### [WHAT THIS TASK INVOLVES]
Which lines in the entries below contain the string "NUORO"? Show each of them in full.

### [DATA FOR THIS TASK]

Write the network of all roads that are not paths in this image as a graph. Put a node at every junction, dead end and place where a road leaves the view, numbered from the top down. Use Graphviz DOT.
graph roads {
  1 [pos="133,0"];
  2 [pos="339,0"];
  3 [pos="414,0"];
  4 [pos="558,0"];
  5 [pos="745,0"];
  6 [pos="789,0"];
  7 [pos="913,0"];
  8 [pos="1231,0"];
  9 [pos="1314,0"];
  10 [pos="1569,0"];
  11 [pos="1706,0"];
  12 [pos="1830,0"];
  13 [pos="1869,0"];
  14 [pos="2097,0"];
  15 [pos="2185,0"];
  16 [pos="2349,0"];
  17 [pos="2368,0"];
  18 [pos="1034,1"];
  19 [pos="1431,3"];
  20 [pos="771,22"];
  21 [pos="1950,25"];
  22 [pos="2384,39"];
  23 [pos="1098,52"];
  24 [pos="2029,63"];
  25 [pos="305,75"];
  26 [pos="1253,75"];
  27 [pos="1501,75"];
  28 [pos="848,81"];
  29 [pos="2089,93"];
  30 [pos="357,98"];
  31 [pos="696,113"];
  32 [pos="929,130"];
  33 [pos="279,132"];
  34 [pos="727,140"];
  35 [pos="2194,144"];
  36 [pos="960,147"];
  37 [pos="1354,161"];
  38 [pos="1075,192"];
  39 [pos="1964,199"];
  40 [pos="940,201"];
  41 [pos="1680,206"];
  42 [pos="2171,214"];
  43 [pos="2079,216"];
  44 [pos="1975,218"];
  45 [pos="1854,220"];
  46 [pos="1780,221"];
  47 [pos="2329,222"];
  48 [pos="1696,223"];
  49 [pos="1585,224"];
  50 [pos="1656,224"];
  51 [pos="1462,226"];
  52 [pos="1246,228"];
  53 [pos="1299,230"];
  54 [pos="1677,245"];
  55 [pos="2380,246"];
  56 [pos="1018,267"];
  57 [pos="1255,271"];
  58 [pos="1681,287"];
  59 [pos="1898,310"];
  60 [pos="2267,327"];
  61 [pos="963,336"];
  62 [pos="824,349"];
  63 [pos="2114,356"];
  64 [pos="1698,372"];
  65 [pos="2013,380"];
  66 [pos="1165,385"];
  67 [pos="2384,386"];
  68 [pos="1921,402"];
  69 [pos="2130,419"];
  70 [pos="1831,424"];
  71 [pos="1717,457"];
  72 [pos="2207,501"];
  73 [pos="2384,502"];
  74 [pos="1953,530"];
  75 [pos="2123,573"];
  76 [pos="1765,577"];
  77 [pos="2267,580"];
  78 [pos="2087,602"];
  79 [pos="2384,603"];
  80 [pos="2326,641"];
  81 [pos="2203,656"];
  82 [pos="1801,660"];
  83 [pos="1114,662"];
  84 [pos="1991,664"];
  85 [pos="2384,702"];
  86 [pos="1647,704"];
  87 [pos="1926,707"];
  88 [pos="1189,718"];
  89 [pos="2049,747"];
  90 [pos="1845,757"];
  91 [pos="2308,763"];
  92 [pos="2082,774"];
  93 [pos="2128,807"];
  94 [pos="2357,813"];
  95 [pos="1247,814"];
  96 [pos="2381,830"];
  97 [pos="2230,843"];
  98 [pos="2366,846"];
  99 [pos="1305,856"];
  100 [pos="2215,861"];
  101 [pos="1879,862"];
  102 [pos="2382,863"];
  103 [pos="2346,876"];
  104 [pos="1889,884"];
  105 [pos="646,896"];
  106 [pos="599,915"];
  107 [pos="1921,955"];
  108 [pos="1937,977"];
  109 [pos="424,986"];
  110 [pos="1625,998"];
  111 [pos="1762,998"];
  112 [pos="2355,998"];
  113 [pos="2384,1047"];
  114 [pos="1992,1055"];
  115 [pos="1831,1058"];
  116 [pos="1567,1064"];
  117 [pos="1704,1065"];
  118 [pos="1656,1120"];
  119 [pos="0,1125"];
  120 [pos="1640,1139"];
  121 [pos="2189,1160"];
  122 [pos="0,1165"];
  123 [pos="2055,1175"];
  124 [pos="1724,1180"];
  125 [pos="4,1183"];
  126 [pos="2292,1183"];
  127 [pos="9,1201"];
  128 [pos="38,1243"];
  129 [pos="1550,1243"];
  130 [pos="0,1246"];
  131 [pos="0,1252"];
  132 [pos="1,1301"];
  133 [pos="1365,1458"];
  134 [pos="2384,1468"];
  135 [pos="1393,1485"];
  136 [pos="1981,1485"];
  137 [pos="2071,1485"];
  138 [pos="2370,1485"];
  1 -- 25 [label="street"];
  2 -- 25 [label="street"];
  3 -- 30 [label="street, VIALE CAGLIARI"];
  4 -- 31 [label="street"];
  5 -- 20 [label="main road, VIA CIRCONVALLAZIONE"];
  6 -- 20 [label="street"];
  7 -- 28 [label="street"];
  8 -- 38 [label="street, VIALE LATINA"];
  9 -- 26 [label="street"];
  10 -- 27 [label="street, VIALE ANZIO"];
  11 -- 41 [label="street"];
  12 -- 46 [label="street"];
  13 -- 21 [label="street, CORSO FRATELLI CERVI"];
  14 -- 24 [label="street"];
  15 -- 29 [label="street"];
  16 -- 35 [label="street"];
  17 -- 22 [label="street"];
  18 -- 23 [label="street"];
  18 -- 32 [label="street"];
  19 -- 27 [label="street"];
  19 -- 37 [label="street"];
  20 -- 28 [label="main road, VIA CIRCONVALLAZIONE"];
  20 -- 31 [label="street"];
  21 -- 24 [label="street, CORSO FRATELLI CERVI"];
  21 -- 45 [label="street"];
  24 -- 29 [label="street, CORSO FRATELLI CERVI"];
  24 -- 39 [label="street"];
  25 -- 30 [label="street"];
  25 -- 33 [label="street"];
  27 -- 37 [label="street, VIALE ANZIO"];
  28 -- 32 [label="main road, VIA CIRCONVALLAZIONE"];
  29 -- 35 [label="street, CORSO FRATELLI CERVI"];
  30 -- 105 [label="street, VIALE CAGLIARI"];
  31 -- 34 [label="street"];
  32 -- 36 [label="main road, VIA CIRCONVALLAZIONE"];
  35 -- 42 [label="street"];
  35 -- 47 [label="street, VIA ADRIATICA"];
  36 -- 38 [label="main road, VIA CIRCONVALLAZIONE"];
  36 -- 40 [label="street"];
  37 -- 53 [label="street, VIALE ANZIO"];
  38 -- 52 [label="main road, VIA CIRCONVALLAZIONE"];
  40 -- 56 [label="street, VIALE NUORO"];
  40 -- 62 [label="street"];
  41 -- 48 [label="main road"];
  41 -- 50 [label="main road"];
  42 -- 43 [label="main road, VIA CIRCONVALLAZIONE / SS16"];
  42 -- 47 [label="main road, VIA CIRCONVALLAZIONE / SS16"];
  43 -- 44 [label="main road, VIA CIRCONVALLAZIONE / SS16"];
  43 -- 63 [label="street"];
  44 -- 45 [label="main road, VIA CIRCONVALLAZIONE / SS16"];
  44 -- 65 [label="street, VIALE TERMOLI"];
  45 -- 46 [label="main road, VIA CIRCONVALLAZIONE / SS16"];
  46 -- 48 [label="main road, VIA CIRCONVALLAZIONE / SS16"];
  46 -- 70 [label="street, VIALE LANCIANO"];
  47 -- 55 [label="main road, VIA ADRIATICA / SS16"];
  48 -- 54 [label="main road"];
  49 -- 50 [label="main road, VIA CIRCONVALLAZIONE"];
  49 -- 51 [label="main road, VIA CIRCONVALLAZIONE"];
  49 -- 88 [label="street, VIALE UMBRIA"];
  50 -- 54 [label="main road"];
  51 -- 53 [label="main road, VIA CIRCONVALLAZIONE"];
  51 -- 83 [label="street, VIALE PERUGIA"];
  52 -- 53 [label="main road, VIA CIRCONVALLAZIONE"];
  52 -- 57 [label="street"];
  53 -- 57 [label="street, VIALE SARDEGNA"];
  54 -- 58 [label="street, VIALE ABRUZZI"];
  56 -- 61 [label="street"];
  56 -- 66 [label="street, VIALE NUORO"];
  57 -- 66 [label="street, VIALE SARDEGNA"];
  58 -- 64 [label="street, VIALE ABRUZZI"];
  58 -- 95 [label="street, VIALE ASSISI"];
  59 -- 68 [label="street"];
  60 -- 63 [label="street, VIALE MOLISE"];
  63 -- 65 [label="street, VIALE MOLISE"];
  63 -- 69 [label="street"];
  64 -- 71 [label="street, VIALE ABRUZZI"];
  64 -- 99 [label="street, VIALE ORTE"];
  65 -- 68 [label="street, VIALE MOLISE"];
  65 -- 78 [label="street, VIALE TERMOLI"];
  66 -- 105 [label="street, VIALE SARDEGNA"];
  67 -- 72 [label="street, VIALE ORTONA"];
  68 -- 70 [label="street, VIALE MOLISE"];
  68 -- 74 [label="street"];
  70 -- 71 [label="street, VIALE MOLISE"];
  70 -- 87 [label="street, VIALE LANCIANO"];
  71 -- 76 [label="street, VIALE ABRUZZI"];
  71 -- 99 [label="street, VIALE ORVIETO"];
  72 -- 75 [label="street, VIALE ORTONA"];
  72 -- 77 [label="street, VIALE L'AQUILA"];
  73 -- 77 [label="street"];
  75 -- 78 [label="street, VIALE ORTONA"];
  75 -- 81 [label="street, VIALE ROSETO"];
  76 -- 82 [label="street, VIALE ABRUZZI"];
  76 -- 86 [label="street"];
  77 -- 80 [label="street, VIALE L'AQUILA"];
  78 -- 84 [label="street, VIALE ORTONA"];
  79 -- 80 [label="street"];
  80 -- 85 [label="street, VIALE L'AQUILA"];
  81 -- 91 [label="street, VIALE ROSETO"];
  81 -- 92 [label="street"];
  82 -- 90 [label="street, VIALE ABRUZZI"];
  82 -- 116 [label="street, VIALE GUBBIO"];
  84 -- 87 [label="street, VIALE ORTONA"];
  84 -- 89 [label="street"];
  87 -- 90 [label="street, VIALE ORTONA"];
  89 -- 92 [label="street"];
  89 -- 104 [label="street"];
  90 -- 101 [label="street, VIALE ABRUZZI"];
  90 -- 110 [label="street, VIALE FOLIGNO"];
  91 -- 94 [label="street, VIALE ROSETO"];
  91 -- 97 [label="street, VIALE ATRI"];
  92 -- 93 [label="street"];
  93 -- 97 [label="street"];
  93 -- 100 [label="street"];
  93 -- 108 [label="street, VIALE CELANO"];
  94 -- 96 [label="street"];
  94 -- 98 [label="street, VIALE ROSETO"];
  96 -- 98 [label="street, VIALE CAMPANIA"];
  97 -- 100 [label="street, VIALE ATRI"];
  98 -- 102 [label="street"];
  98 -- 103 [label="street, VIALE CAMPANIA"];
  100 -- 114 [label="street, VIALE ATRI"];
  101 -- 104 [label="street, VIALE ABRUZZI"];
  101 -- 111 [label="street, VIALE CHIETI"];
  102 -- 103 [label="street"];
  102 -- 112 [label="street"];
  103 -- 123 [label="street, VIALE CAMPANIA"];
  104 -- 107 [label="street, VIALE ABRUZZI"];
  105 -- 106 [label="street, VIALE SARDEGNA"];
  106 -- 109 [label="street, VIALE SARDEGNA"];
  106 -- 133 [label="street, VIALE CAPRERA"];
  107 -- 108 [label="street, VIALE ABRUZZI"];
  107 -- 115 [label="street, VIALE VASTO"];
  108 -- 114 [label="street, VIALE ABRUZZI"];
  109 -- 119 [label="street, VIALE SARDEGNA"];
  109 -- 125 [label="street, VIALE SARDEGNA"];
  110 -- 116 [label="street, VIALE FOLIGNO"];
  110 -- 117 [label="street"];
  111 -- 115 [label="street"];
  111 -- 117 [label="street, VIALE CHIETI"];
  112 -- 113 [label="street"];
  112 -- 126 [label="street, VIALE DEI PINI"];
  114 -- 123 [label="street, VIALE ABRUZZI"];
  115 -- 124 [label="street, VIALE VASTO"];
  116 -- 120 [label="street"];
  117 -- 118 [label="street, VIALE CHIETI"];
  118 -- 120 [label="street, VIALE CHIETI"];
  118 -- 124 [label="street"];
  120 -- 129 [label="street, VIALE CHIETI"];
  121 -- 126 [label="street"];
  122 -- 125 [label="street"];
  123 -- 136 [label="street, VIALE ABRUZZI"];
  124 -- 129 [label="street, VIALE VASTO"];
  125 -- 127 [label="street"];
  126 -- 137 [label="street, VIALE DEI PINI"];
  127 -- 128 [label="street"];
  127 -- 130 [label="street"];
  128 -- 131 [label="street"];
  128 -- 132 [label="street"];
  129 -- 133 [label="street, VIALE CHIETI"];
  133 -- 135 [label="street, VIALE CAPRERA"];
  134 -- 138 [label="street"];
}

### [PROBLEM SOLUTION]
  40 -- 56 [label="street, VIALE NUORO"];
  56 -- 66 [label="street, VIALE NUORO"];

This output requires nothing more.